According to Wikipedia, “Polyglot persistence is the concept of using different data storage technologies to handle different data storage needs within a given software application.” James Serra, in his blog writes, “Polyglot Persistence is a fancy term to mean that when storing data, it is best to use multiple data storage technologies, chosen based upon the way data is being used by individual applications or components of a single application. Different kinds of data are best dealt with different data stores.

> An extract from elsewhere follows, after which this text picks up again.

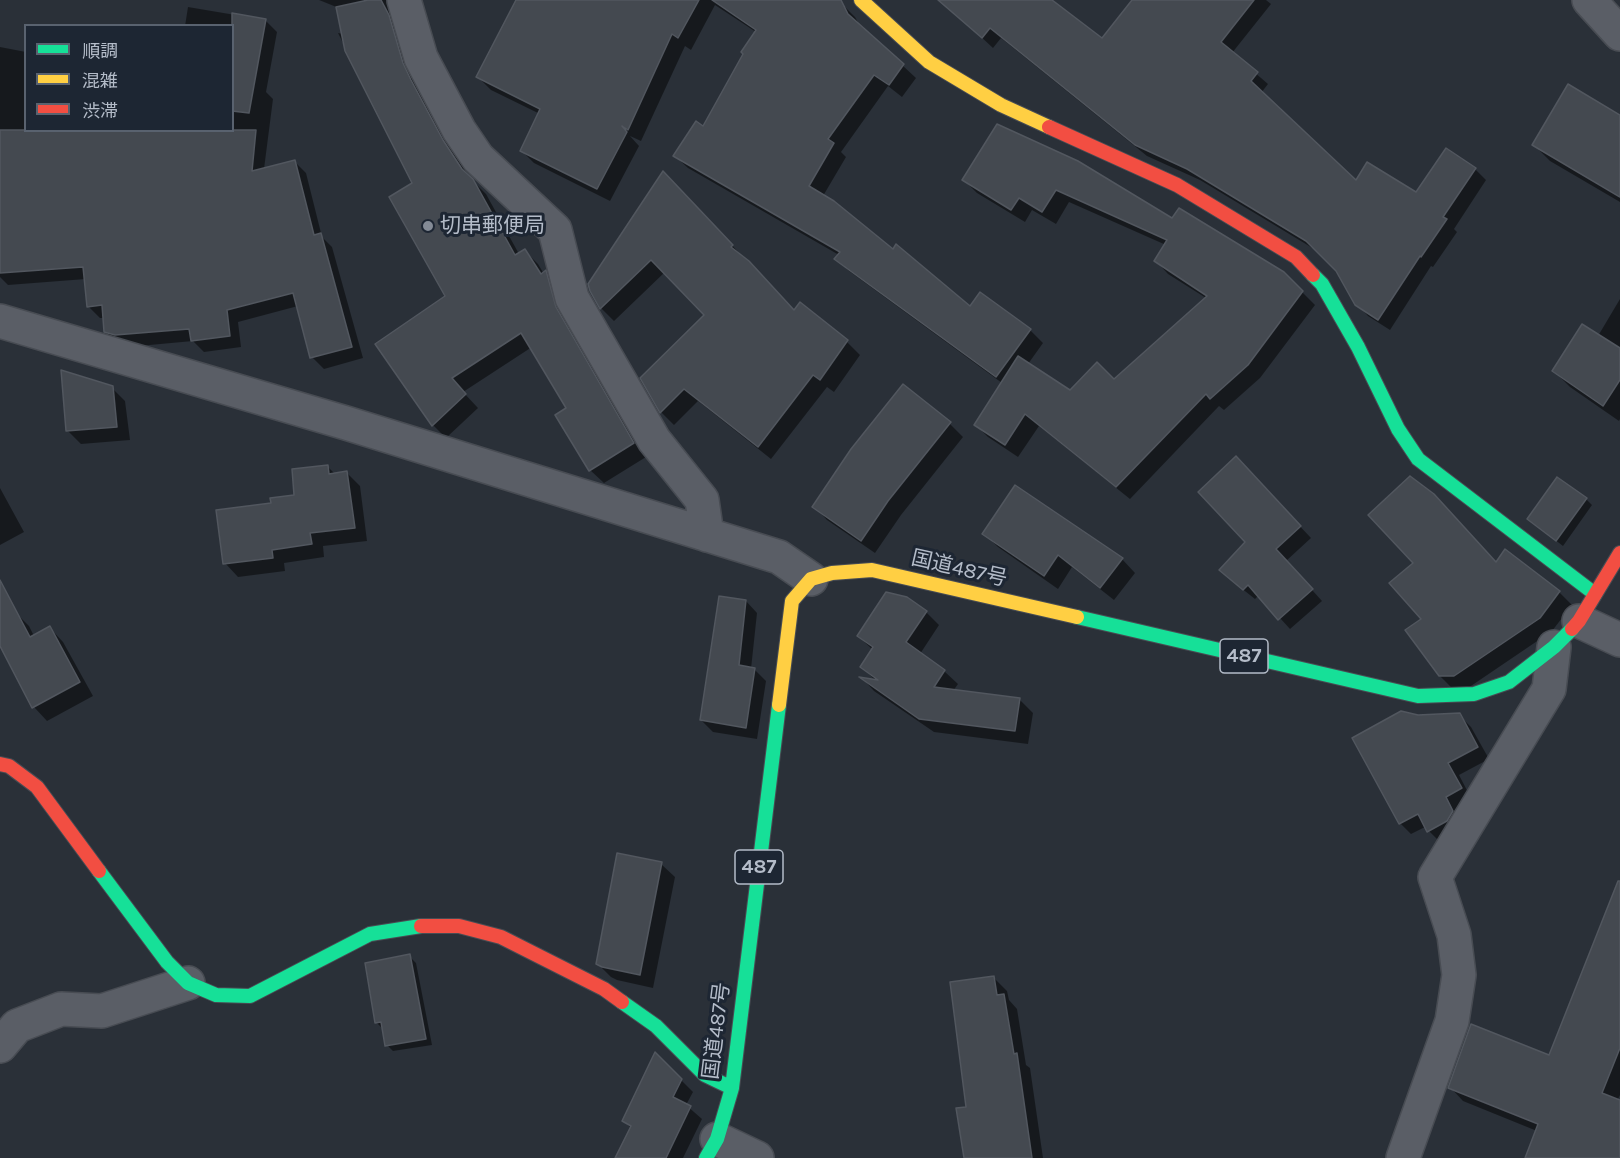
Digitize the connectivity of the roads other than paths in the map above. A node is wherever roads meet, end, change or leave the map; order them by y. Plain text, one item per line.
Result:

The logic behind this methodology according to Wikipedia, and most other sources is, “There are numerous databases available to solve different problems. Using a single database to satisfy all of a program's requirements can result in a non-performant, "jack of all trades, master of none" solution. Relational databases, for example, are good at enforcing relationships that exist between various data tables. To discover a relationship or to find data from different tables that belong to the same object, a SQLjoin operation can be used. This might work when the data is smaller in size, but becomes problematic when the data involved grows larger. A graph database might solve the problem of relationships in the case of Big Data, but it might not solve the problem of database transactions, which are provided by RDBM systems. Instead, a NoSQLdocument database might be used to store unstructured data for that particular part of the problem. Thus, different problems are solved by different database systems, all within the same application.”
As James Serra notes, this is a “fancy term”, and it certainly sounds smart. It has clearly become the reigning paradigm for most large scale data management implementations; however, I would argue that it is a terrible idea. Why is it such a bad idea? The answer is pretty simple - consistency, cost, and complexity.
The three Cs - Consistency, Cost, and Complexity
The idea that you should adopt the right tool for the job seems sound. When it comes to implementation in the software world it often is a good idea. Windows and OSX are great operating systems for end-user interfaces for laptops, mobile devices, and desktops, but far from ideal for server environments. Conversely, I wouldn’t want to support my sales team using Linux, I’ve been there and done that during my days at Red Hat - it was awful.
I think at this point it’s pretty clear that data is the lifeblood of any organization regardless of size or industry. One could argue, this belief has gone too far. I recently listened to a podcast where the CEO of one of the world’s largest auto manufacturers claimed they weren’t a car company anymore, but a “data platform company”. This made me roll my eyes. Despite this, while my firm belief is that car companies should build cars, data is still a vital asset to any organization, and we all know this.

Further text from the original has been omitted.